We began with a brief history of the much-discussed Dominus ('is it irredeemably French?' is one angle; another at one time was criticism of the series of portraits of Moueix himself on the original labels). The first vintage was 1983, made at the Rombauer winery with fruit from the Napanook vineyard as part of a joint venture with the daughters of John Daniel, the old owner of Inglenook. When the time came, in 1997, to build their own winery on the vineyard just north of Yountville on the west side of Napa Valley, construction decisions 'brought some tension because of a difference of taste', as he put it, so he bought them out in January 2005.
Christian and his very artistically aware second wife Cherise chose the world-famous, cutting edge Swiss architects Herzog and de Meuron. 'Now I'm surprised I took such a risk', Moueix told us, about the extraordinary box-like building that has what are effectively rocks inside chicken wire instead of walls, 'but in the end I am pleased by how well it is integrated into the landscape – and it's very functional.' We chose it as our illustrative winery in the fifth edition of The World Atlas of Wine.
He said that in 1994 and 2001 he knew straightaway that these were great vintages, adding, 'I'm hoping to have the same emotion about 2013'. He admitted that his 1994 'has a bit of brett, which makes it more interesting but more difficult to appreciate. [Celebrated northern California winemaker] Dave Ramey says most burgundy has brett and that it adds to the complexity.
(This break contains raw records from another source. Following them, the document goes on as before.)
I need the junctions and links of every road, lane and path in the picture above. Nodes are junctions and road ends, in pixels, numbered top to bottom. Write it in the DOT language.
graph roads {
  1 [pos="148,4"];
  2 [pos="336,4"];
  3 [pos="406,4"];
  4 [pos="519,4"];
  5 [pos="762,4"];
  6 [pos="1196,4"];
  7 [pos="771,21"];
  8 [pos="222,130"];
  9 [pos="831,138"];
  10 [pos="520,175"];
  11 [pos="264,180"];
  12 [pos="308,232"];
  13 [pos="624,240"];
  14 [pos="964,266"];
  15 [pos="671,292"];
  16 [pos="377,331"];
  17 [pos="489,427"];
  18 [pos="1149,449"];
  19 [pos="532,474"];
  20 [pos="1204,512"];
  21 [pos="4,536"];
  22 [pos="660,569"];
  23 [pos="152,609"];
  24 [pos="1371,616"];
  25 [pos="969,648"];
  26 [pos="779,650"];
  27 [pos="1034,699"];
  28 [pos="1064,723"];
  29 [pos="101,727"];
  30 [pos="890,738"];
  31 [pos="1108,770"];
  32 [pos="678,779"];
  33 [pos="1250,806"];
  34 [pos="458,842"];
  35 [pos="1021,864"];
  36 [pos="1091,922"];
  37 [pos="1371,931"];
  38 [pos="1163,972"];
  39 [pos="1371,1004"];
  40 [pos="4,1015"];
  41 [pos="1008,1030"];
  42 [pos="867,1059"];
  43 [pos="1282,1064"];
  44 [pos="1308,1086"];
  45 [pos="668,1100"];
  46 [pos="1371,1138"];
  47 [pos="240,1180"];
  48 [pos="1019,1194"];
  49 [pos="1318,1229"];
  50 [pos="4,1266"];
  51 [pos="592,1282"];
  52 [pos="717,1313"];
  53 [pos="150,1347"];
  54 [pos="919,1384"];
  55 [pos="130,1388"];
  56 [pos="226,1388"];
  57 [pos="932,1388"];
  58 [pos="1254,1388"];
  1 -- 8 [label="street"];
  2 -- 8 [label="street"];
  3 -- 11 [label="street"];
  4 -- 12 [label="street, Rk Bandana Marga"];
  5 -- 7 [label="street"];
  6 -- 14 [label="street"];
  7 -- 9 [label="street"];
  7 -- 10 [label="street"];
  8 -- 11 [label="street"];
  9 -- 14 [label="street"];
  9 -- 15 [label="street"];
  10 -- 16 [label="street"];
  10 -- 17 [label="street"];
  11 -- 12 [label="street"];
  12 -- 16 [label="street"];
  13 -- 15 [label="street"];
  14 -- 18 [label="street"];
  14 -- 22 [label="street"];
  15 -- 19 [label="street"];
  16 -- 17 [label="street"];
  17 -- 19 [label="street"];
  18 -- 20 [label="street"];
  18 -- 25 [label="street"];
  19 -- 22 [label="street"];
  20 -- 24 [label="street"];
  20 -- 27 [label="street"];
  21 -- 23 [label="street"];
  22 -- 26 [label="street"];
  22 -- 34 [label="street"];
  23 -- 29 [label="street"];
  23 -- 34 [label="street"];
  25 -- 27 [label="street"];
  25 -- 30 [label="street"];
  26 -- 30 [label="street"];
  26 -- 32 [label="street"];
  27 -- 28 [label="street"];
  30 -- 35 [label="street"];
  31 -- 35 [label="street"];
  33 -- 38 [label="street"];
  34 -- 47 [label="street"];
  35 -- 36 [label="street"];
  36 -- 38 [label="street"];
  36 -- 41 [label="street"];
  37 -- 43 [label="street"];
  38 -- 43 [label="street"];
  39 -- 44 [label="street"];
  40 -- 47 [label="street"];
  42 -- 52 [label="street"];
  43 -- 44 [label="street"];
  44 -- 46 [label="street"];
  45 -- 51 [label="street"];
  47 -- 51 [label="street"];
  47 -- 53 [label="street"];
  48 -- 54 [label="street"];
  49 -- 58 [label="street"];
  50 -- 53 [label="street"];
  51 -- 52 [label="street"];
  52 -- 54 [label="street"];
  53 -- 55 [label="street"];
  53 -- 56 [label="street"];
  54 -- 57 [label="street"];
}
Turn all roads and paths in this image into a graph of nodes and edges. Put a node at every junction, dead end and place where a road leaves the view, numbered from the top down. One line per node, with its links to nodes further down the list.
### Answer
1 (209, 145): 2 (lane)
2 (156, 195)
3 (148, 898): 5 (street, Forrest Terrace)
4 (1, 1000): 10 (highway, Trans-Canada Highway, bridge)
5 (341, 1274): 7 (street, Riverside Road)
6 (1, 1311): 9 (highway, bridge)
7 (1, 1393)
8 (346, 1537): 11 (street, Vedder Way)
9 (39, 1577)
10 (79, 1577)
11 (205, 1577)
I don't aim to make bordeaux in Napa but you can bring a bit of culture, in both senses. I try not to pick too late. Overripeness is the single most undesirable thing in Napa. When I arrived I said two things:
'Firstly I was determined to have dry farming (apart from the very young vines). This is not insignificant in the Napa climate which often has 100 ºF days. There can be no rain at all from early May to late October.' [And even less in 2013 – see Alder's recent report – JR]. 'Thanks to our ability to measure humidity, we now know exactly when we risk sunburn. If humidity falls below 50%, then it's dangerous, so we're experimenting with misting systems. Dry farming encourages deep roots and is key for expressing terroir. I have not had the success I had hoped for to convince my friends to give up irrigation, They say the vines will die. No, they come from the Caucasus and can withstand anything. Write about dry farming please. Unirrigated vines will naturally find their equilibrium and won't need to be picked as late as irrigated vines. People accuse us of avoiding risks by picking early but it's a question of natural equilibrium. Irrigation is one of the reasons you get these crazy alcohol levels in Napa. I'm obsessed by dry farming even 30 years after arriving in Napa Valley.
'The second thing I was determined not to do was acidification. I have never acidified a single vat in 30 years. Of course if you get overripe fruit you need to acidify with tartaric acid, but it combines with tannins to make the wine taste very hard.
'In Napa Valley you hear a lot about ecology and an organic approach. But even though we don't have enough water, I see people irrigating within hours of picking. There is something wrong here.'
I think he must have realised he was sounding off a bit because he then added, 'I mean this not as a criticism but a helpful observation. There are some parts of Napa, especially on top of the hills, where I don't know the terrain. Perhaps they do need irrigation there.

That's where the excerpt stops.